Later that day we boarded our cruise ship and thereafter, every day was a new adventure. The first stop was the small Greek island of Mykonos, with its crystal-clear Aegean Sea waters and distinctive white plaster homes and commercial buildings. Some call it a whitewashed paradise and now I can understand why. Many of the rich and famous have vacationed there or anchored their yacht in the port, including Aristotle Onassis. We enjoyed an interesting walking tour.
In Istanbul — population estimated at 20 million – tours included the magnificent 6th century St. Sophia cathedral and the Blue Mosque, which was completed in 1616. Both are huge, very impressive and well preserved. We were there on the last day of the Ramadan holiday and the city was crammed with visitors. Remarkably, ours was the first cruise ship to visit there in the past four years.
Next port was Kusadasi, Turkey, where we walked through an entire city of magnificent Roman/Grecian 10th century BC ruins at nearby Ephesus. It is amazing how well the Greeks developed ancient civilizations. Thousands of years ago they created stunning architecture and advanced other sciences in many ways, mathematics, astronomy, philosophy, medicine and more.

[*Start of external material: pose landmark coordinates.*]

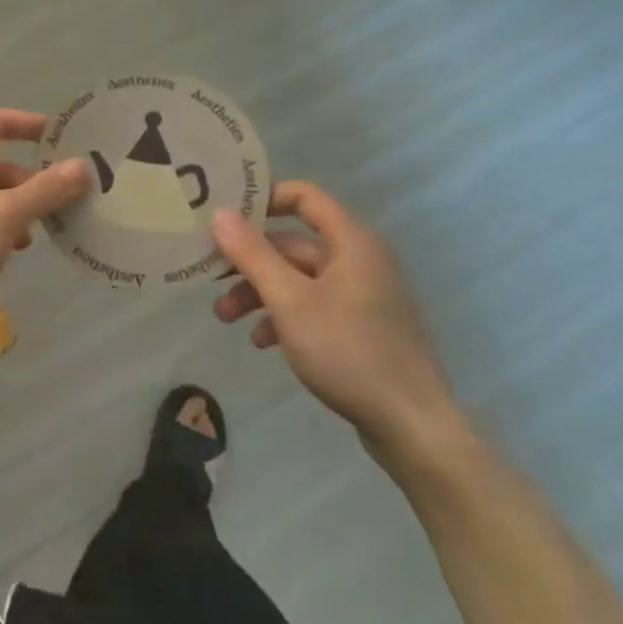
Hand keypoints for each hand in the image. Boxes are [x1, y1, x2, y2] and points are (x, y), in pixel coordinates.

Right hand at [210, 181, 460, 462]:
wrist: (412, 425)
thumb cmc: (348, 351)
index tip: (225, 217)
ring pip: (299, 279)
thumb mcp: (289, 301)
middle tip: (210, 276)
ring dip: (259, 293)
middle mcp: (359, 260)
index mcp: (351, 243)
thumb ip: (252, 255)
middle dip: (249, 261)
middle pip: (293, 244)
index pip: (304, 197)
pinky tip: (262, 342)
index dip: (264, 199)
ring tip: (224, 317)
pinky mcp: (361, 327)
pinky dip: (284, 317)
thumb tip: (219, 213)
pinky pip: (314, 307)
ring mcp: (362, 296)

As I was gazing at a beautiful marble statue with one arm missing and the nose hacked off, a thought came to mind: There are builders and creators and there are wreckers and destroyers. Both groups may have similar motivations, religion, power, wealth or some combination thereof. But the former advance civilization, while the latter impede it, sometimes simply out of ignorance. Many of the impeders are still around to this day.

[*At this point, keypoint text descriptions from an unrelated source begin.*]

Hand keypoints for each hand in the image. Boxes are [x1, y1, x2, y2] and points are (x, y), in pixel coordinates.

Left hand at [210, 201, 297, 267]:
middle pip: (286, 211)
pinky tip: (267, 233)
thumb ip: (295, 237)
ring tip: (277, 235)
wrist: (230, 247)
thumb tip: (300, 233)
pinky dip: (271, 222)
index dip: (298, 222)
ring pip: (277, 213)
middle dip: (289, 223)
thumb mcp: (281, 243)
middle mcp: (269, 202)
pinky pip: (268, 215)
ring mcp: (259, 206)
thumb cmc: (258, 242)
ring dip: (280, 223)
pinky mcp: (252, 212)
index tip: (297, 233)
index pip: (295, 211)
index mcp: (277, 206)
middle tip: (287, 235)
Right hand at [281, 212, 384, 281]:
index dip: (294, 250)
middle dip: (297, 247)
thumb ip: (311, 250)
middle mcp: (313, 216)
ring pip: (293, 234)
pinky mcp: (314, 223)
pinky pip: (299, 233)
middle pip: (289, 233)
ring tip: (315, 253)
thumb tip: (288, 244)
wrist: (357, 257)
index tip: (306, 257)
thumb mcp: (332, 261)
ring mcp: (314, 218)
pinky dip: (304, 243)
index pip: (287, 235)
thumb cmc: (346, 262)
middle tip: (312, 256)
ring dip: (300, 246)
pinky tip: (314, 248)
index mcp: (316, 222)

After an overnight sail we docked at another Greek Isle, Santorini. It rises hundreds of meters out of the blue Aegean Sea like a huge, steep-walled citadel. Although the sun was bright, the wind was strong that morning with higher winds scheduled for early evening. That would cut our visit a bit short but after being ferried to shore, we took a short bus ride to the Akrotiri archeological site to view some interesting 16th century BC ruins. Let that sink in, 16th century BC.
Later we were dropped off at one end of the main shopping area of Firá, the capital city of Santorini. With some difficulty we navigated up the crowded, narrow, cobblestone streets to the cable car station where we caught a spectacular ride down the 660 feet to the Santorini Old port. There, a tender ferried us back to the ship.

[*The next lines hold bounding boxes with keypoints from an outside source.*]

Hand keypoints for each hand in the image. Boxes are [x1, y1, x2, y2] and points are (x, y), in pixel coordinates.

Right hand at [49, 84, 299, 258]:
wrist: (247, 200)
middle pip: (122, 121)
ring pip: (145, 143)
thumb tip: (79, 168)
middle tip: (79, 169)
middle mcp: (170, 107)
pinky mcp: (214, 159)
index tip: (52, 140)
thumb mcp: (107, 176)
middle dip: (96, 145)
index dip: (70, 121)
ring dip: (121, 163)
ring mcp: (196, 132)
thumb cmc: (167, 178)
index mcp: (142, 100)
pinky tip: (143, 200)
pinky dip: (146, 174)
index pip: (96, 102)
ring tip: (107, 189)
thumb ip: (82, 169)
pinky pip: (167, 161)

Several friends have asked a tough question to answer; which country or city was most impressive? Dubrovnik, Croatia would certainly be high on the list. The old city there, which dates back to the 12th century, is a fascinating, walled fortress in the harbor. Another favorite, Kotor, Montenegro, is just a short drive down the coast. In both countries we learned a lot about olives and what extra virgin means on a label of olive oil.
During the trip we sampled ouzo, a dry, anise-flavored liquor that is Greece’s national drink and grappa, a brandy made from grape skins, seeds and stalks left over from the wine making process, supplemented with herbs. My wife and I were served small glasses of this clear, high-powered liquid during our tour of a small winery near Dubrovnik. It is said to be good for digestion.
Grappa is also a popular drink in Montenegro. Our tour there began with a bus ride up the switchbacks of a steep mountain road that was barely wide enough for a car to pass the bus. All the while the guide was telling us about how the locals had a reputation for being lazy and drinking a lot. She said many take a shot of grappa as soon as they open their eyes in the morning, including her grandmother. I wondered how many others on the bus were hoping the driver was not one of those laidback drinkers.
We ended our adventure in Venice, Italy, where most of us spent some quality time at the magnificent San Marco square. We walked the three miles back to the dock on the other side of the city through numerous quaint piazzas, down narrow alleys and across bridges over many of the canals. We got to see our share of gondolas.
While reflecting on the trip I remembered an article I read by NYT Magazine writer Sam Anderson. He chronicled the life of Rick Steves, a television personality, travel guide and author. Rick urges Americans to get a passport and let the world outside the United States change their life. One of his books is entitled “Travel as a Political Act.” Steves believes travel is not only fun but it may make a huge difference in the tourist’s outlook on life and politics. Having visited over 40 countries, I whole heartedly agree.